Shrimp in Antarctica at a depth of 180 m
NEWS FROM THE WORLD OF THE ENVIRONMENT
Shrimp found in Antarctica at a depth of 180 m
April 9, 2010
One truly surprising news is that some researchers who participated in a joint NASA and National Science Foundation expedition stationed in Antarctica, at some point under the Ross Sea ice sheet at a depth of 180m, found some sort of shrimp swimming in the observation shaft. excavated by them to study the ice.
The small crustacean, a distant relative of the shrimp, has been identified as a Lysianassidae of the order Amphipoda about seven centimeters long. The crustacean was spotted swimming in the darkness, inside the hole of about 20 cm that had been dug in the ice and inside which a camera flew.

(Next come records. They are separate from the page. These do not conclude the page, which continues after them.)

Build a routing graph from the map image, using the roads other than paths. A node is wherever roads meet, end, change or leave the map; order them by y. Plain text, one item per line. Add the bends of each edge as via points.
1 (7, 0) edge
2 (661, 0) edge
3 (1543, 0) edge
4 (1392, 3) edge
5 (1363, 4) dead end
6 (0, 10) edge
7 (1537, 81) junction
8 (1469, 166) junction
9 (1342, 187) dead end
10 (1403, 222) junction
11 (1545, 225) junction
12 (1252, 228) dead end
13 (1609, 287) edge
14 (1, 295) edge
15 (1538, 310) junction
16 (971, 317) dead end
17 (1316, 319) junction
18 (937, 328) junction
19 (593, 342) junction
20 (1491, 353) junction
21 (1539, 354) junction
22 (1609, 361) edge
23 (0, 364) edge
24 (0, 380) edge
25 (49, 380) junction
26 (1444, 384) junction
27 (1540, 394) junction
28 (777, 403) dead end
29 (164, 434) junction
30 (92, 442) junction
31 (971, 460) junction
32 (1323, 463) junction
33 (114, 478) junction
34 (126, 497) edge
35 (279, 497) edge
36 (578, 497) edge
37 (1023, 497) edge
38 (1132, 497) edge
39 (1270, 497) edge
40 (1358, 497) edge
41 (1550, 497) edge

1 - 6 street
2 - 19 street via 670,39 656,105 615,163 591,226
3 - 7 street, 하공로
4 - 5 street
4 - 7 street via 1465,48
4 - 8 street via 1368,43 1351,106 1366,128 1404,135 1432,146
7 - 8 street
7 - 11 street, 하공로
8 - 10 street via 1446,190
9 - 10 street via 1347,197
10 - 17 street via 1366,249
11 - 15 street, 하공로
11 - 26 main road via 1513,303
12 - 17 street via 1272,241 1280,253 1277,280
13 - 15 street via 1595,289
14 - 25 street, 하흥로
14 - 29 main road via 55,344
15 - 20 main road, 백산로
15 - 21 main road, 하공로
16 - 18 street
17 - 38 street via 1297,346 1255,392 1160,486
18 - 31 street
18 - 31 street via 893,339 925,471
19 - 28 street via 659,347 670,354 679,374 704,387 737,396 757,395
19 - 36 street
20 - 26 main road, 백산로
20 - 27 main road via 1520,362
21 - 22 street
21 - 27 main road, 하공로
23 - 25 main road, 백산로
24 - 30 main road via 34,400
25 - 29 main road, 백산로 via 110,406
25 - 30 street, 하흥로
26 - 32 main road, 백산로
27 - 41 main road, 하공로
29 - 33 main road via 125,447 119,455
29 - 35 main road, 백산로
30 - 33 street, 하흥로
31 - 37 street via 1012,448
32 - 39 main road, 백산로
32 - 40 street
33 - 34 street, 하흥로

Scientists agree that surely those places are not the permanent home of the small crustacean but they assume that it was carried by the sea currents. However, they do not explain how it can survive 180 m deep in the darkness of the Antarctic ice because such a complex life form certainly cannot feed on the chemicals dissolved in the water as do the microbes that are usually found at those depths.
This discovery opens up interesting horizons and perspectives on the possibilities of finding life even in places so far from our imagination as to make them seem impossible, such as finding complex life forms under the ice of the planet Mars.